I made venison summer sausage for the first time in years. After smoking, cooling, and blooming, there is (still) a lot of liquid inside the casings. What did I do wrong?

I assume the meat is still fine to eat. Right now they're cut in half and sitting on a cooling rack (for airflow) so they dry out a bit prior to vacuum sealing and freezing.

Thanks!


----------



## BGKYSmoker (Nov 24, 2019)

Did you bleed our the meat good?

Too much water in your mix, to high of start off heat made a fat-out


----------



## DanMcG (Nov 24, 2019)

yeap, I bet you got the smoker to hot and had fat-out. 
Share your recipe and cooking process and we could probably nail it down.


----------



## SomeMeatGuy (Nov 24, 2019)

I absolutely used too much pork fat, but oh well. Lesson leaned. The sausage that I used a thermometer on got to about 170. 

The meat was a bit wet but I drained it the best I could. Is there a trick to draining it?

Here's the recipe:





						Jalapeño-Cheese Venison Summer Sausage Recipe
					

Summer sausages — sometimes called dry or hard sausages — are cured meats that are fermented and dried. They will keep for a long time — summer sausage even gets its name from staying preserved during summer months or with little or no refrigeration. Give this Jalapeño-Cheddar Venison Summer...




					www.grit.com
				




Thank you!!


----------



## DanMcG (Nov 24, 2019)

You need to keep the smoking temp below 170- 175°. and the sausage is done when it's above 154°


----------



## archeryrob (Nov 25, 2019)

I only cook SS to 145¯ IT and then  rest it there for 15 minutes or more. The products stays much more moist, IMO. Even though this is not what you might think you want right now. You have a problem from Fat out or an ice bath probably.

Did you ice bath the SS once done. I did that when I cooked it to 155 - 160 IT and found it gets water all under the casings. This is part of the reason I went to lower temps and just maily make SS when it is cooler out and air cool it. Plus when 145 IT slowly cooling doesn't over cook it.

The recipe you shared says to add pork, not pork fat. Adding as they say with 2# pork to 3# venison will give you a 12% fat recipe assuming the Pork is 30% like pork butt would be. I mix 73% beef with venison 50/50 for 14%. If you just want to use pork fat use 8.5# of venison to 1.5# of pork fat.


----------



## SomeMeatGuy (Nov 25, 2019)

Thanks. everybody. I probably need to figure out how to drain it better, and then watch out how much fat I add. I was way over on the fat and cooking temp, and that probably is where some of the liquid came from. Hopefully I'll shoot another buck & get more meat to try it again.

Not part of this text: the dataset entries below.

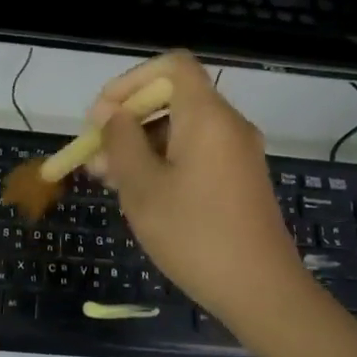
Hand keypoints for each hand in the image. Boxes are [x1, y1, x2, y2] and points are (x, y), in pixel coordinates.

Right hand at [89, 52, 309, 326]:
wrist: (261, 291)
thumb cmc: (195, 234)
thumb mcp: (143, 187)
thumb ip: (121, 142)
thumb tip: (111, 113)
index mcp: (208, 116)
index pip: (172, 66)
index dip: (131, 80)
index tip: (102, 114)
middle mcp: (228, 125)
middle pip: (172, 99)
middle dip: (128, 120)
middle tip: (94, 155)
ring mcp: (237, 154)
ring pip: (180, 130)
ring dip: (140, 146)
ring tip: (107, 180)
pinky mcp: (239, 180)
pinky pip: (195, 153)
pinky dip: (163, 162)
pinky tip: (139, 194)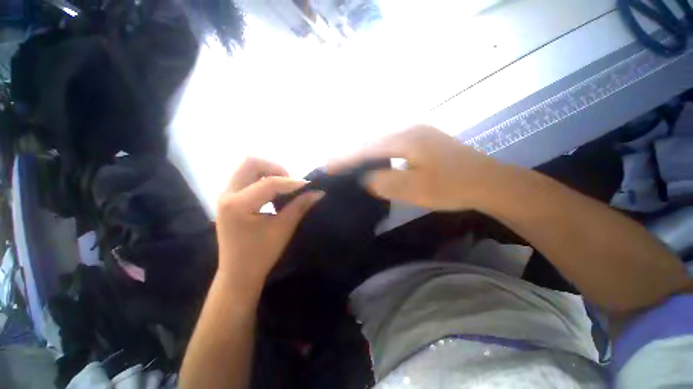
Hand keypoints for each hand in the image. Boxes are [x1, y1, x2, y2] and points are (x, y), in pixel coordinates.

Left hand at [216, 157, 323, 293]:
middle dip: (275, 168)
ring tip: (283, 188)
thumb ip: (300, 206)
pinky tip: (273, 193)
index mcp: (238, 204)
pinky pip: (246, 178)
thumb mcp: (283, 228)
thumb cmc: (260, 254)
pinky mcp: (229, 199)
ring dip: (268, 172)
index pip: (269, 182)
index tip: (309, 185)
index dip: (292, 182)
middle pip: (250, 163)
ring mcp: (226, 195)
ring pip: (247, 168)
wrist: (238, 273)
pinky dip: (262, 179)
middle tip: (290, 183)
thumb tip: (318, 192)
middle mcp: (227, 194)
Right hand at [330, 125, 504, 209]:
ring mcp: (418, 133)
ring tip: (349, 164)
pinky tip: (374, 162)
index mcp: (406, 138)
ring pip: (382, 143)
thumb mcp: (414, 189)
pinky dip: (379, 155)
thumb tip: (365, 178)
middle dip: (352, 153)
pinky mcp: (424, 141)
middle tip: (335, 164)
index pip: (367, 147)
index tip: (329, 165)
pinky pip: (393, 146)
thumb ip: (384, 182)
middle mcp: (410, 129)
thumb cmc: (452, 187)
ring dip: (365, 154)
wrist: (489, 182)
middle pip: (373, 141)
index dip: (347, 157)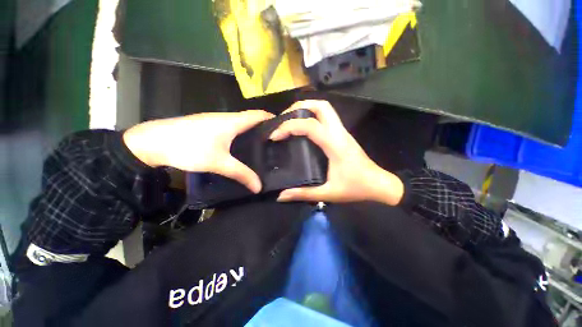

I'm glad I found this site. I'm gunna start learning a lot from everybody. Thank you!


----------



## archeryrob (Nov 25, 2019)

Once it cools fat will congeal under the casing, if that is your problem and then you will know. If it is still wet it is from the ice bath or too much water in the mix, if you added any.


----------



## daveomak (Nov 26, 2019)

Maybe you used the wrong casing....  One that wouldn't breathe...   
I made some awesome salami from left over Hot Italian sausage mix...  I used a muslin casing  I sewed.... I smoked it at 140-150 ish for about 24 hours....  smoked it until I squeezed it and the texture seemed right....  I used pasteurization tables to insure the salami was thoroughly dooked and safe to eat....
















Temperature    Time    
°F (°C)    (Minutes)   
130  .....  112 min    
131  .....   89 min    
132  .....   71 min    
133  .....   56 min    
134   .....  45 min    
135  .....   36 min    
136   .....  28 min    
137   .....  23 min    
138   .....  18 min    
139  .....   15 min    
140  .....   12 min    
141  ........  9 min    
142   .......  8 min    
143   .......  6 min        
144    ...... 5 min       
145   ......  4 min        
Table C.1: Pasteurization times for 
beef, corned beef, lamb, pork
 and cured pork (FDA, 2009, 3-401.11.B.2).


----------